Theme of the Month: Astra

Astra continued to stand out as one of the fastest and most flexible themes in the WordPress ecosystem. Built with performance at its core, it loads in under a second and adds no bloat to your site out of the box.

It works seamlessly with every major page builder including Elementor, Beaver Builder, and Brizy, making it a reliable starting point for agencies and freelancers building client sites at scale. Ready-made starter templates and deep customization options mean you can go from blank canvas to finished site without touching a line of code.

Plugin of the Month: Jetpack

Jetpack remained one of the most widely used plugins in the WordPress ecosystem. Developed by Automattic, it packages security, performance, and marketing tools into a single installation, making it especially useful for site owners who want broad coverage without managing a stack of separate plugins.

Features like downtime monitoring, brute force protection, image CDN, and social sharing keep both small blogs and growing business sites running smoothly and securely.

Agency of the Month: Seahawk Media

Seahawk Media continued building its reputation as a reliable WordPress-specialist agency. The team supports businesses across development, migrations, maintenance, and performance optimization, delivering consistent results for both small businesses and larger clients.

seahawkmedia homepage

Its focused approach to WordPress and a growing network of hosting partnerships keep it well positioned as demand for professional WordPress services continues to rise.

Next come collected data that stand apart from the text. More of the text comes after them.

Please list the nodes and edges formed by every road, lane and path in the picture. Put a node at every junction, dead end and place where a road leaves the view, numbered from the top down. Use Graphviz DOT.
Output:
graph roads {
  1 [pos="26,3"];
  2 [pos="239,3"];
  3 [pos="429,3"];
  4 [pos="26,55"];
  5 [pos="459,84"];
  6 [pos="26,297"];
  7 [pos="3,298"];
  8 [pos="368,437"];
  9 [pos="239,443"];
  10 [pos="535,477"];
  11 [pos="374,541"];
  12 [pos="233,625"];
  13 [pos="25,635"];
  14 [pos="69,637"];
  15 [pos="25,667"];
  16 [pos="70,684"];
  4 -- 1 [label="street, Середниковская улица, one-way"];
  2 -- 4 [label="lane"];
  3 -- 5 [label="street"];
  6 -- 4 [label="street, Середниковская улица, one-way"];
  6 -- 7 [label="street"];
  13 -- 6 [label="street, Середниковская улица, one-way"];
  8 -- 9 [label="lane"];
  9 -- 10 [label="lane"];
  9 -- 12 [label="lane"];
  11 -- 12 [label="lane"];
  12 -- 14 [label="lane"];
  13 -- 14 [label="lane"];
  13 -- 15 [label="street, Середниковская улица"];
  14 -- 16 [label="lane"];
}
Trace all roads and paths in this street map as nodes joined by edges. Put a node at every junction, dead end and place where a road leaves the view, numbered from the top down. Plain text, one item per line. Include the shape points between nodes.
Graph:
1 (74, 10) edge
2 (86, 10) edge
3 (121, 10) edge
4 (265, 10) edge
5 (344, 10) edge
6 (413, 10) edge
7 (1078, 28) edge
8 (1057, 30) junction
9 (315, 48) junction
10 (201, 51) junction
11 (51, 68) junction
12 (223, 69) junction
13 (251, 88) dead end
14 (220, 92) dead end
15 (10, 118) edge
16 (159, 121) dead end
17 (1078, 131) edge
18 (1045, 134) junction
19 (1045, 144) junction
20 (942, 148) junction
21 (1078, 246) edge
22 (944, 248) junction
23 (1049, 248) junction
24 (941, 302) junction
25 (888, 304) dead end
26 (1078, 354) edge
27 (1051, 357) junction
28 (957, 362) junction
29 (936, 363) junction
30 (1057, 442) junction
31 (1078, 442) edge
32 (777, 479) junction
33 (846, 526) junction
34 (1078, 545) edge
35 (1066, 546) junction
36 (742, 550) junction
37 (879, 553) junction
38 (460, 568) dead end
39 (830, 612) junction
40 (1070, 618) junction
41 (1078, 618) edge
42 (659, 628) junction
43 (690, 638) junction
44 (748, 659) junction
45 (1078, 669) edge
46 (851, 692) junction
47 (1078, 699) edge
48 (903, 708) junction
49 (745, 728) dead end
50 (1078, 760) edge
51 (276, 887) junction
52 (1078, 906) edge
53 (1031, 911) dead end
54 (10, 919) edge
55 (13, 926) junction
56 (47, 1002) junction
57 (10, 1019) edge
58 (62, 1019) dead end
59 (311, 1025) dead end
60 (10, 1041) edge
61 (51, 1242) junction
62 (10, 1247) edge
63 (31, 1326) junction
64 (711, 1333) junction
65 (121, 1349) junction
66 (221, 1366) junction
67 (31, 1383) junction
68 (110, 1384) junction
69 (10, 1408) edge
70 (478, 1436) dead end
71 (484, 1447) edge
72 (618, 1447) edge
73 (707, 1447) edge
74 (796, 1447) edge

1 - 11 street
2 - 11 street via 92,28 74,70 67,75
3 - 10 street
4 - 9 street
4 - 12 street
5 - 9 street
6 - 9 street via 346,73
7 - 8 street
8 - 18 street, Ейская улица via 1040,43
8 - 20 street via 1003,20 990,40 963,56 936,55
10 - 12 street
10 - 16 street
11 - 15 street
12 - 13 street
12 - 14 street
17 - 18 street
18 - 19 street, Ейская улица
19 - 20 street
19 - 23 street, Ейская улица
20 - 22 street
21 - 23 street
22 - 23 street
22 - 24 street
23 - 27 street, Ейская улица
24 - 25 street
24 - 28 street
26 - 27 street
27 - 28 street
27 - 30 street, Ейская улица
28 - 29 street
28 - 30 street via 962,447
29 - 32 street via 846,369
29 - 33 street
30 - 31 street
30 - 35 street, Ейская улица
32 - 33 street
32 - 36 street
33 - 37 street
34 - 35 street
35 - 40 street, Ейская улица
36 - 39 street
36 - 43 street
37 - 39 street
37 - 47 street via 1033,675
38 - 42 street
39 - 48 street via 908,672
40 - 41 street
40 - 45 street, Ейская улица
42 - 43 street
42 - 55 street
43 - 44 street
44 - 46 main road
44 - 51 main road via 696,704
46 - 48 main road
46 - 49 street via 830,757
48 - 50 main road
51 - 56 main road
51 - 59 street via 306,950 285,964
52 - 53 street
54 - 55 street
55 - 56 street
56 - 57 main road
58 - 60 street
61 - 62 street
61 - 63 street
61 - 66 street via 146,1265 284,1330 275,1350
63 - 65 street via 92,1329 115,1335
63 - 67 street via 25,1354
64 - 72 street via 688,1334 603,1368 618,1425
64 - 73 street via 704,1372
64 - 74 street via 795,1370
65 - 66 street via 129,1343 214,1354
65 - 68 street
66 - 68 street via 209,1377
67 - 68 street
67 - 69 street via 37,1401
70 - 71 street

Host of the Month: Bluehost

Bluehost remained one of the most recommended WordPress hosts, holding its place as an officially recommended host on WordPress.org. Its straightforward setup, one-click WordPress installation, and affordable entry pricing made it a go-to choice for beginners and growing sites alike.

Reliable uptime, built-in security tools, and strong customer support continued to make it a dependable option for site owners launching and scaling on WordPress.

Founder of the Month: Brian Gardner

Brian Gardner is the founder of StudioPress and the creator of the Genesis Framework, one of the most respected theme frameworks in WordPress history. What started as a side project became the foundation hundreds of thousands of developers and agencies built their businesses on.

Genesis got the fundamentals right. Clean code, strong SEO defaults, solid security, and a hook system that made customization predictable. Agencies trusted it, freelancers built service offerings around it, and child theme developers turned it into an ecosystem of its own.

Looking Ahead to August 2018

All eyes are on Gutenberg. August is expected to bring WordPress 4.9.8 and with it the “Try Gutenberg” callout that puts the block editor in front of everyday users for the first time. How the community responds will set the tone for the rest of the year.

Security will stay on the radar as administrators work through July’s round of vulnerabilities and keep their stacks updated. HTTPS adoption is accelerating and that pressure is not letting up anytime soon.

The broader conversation around mobile-first design, GDPR compliance, and WooCommerce growth is only going to get louder heading into the second half of 2018.